-- Source information follows --
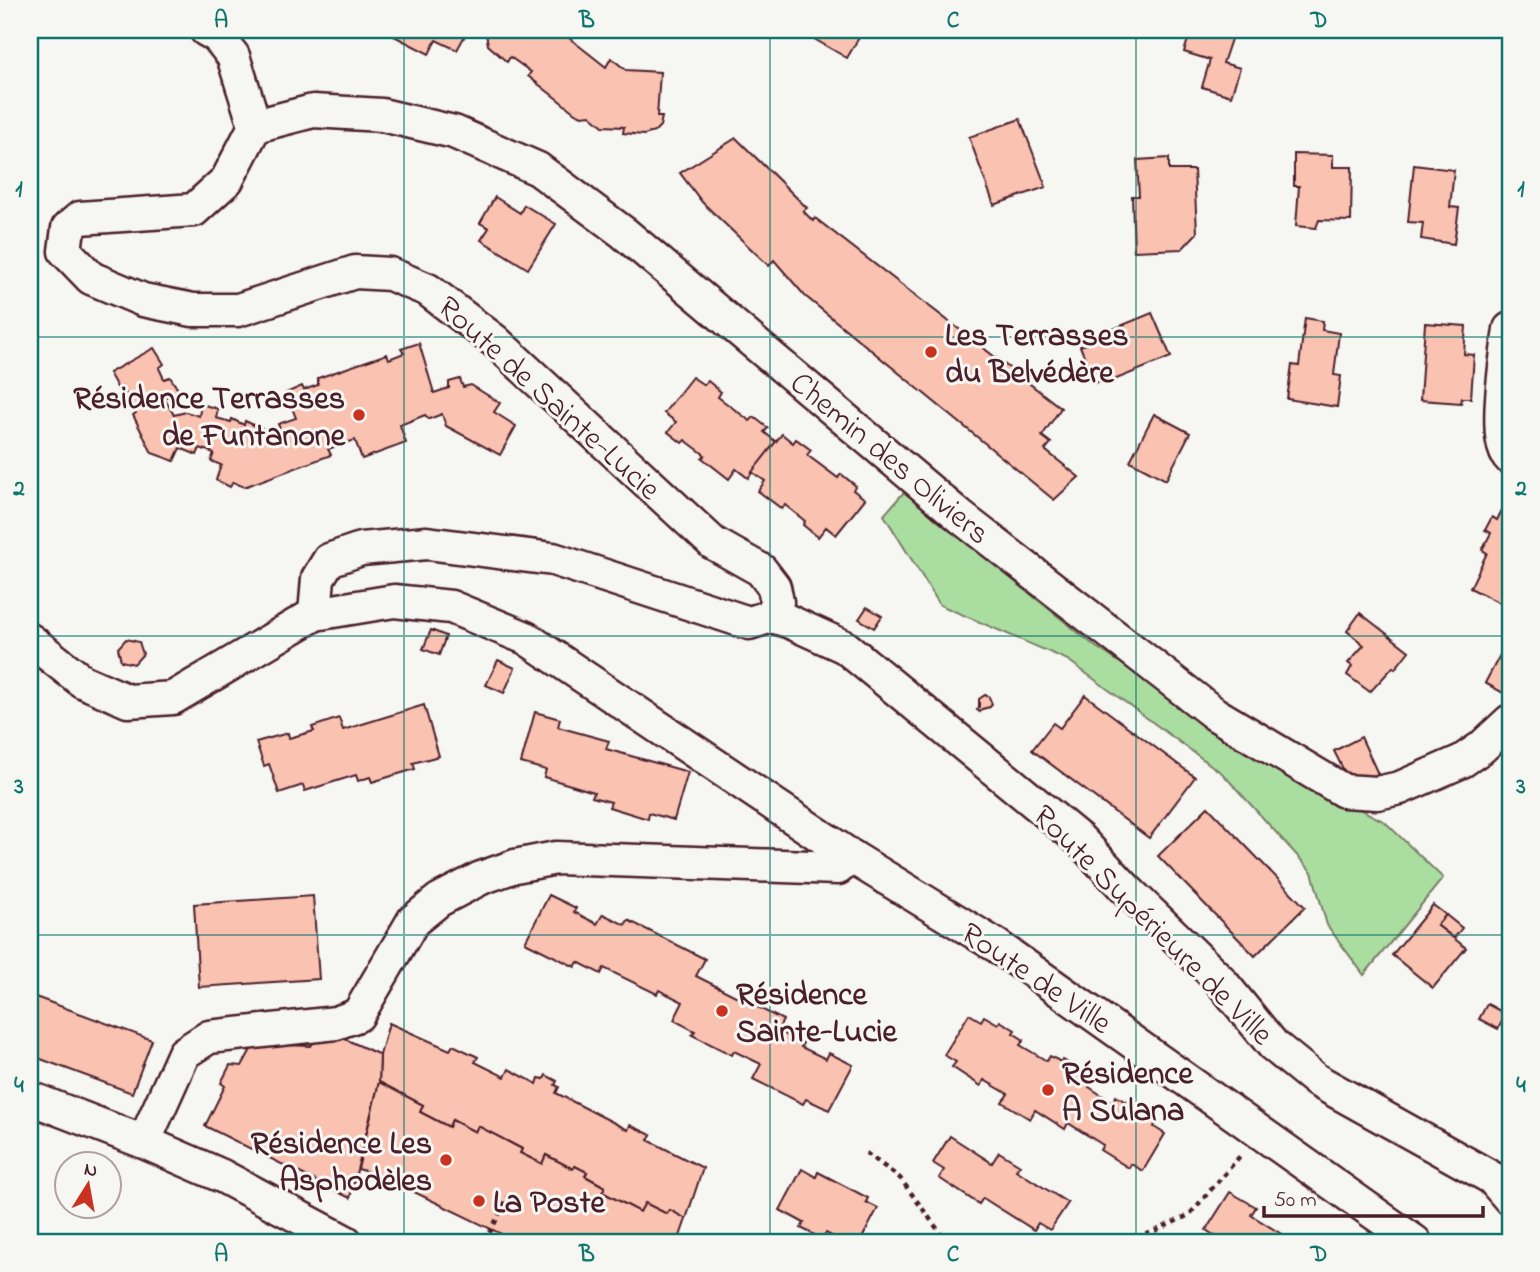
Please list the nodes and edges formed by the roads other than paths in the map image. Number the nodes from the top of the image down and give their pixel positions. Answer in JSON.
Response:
{"nodes":[{"id":1,"x":206,"y":30,"type":"edge"},
{"id":2,"x":255,"y":126,"type":"junction"},
{"id":3,"x":1510,"y":329,"type":"edge"},
{"id":4,"x":1510,"y":458,"type":"edge"},
{"id":5,"x":315,"y":614,"type":"junction"},
{"id":6,"x":772,"y":616,"type":"junction"},
{"id":7,"x":30,"y":640,"type":"edge"},
{"id":8,"x":1510,"y":721,"type":"edge"},
{"id":9,"x":852,"y":857,"type":"junction"},
{"id":10,"x":30,"y":1098,"type":"edge"},
{"id":11,"x":144,"y":1142,"type":"junction"},
{"id":12,"x":1510,"y":1199,"type":"edge"},
{"id":13,"x":342,"y":1240,"type":"edge"},
{"id":14,"x":1415,"y":1242,"type":"edge"}],
"edges":[{"from":1,"to":2,"type":"street"},
{"from":2,"to":6,"type":"street","name":"Route de Sainte-Lucie"},
{"from":2,"to":8,"type":"street","name":"Chemin des Oliviers"},
{"from":3,"to":4,"type":"street"},
{"from":5,"to":6,"type":"street"},
{"from":5,"to":7,"type":"street"},
{"from":5,"to":9,"type":"street","name":"Route de Ville"},
{"from":6,"to":12,"type":"street","name":"Route Supérieure de Ville"},
{"from":9,"to":11,"type":"street"},
{"from":9,"to":14,"type":"street","name":"Route de Ville"},
{"from":10,"to":11,"type":"street"},
{"from":11,"to":13,"type":"street"}]}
-- Source information concluded --
Problem details >> Select all lines in the listing that include the word "Ville".

Output of the exercise >>
{"from":5,"to":9,"type":"street","name":"Route de Ville"},
{"from":6,"to":12,"type":"street","name":"Route Supérieure de Ville"},
{"from":9,"to":14,"type":"street","name":"Route de Ville"},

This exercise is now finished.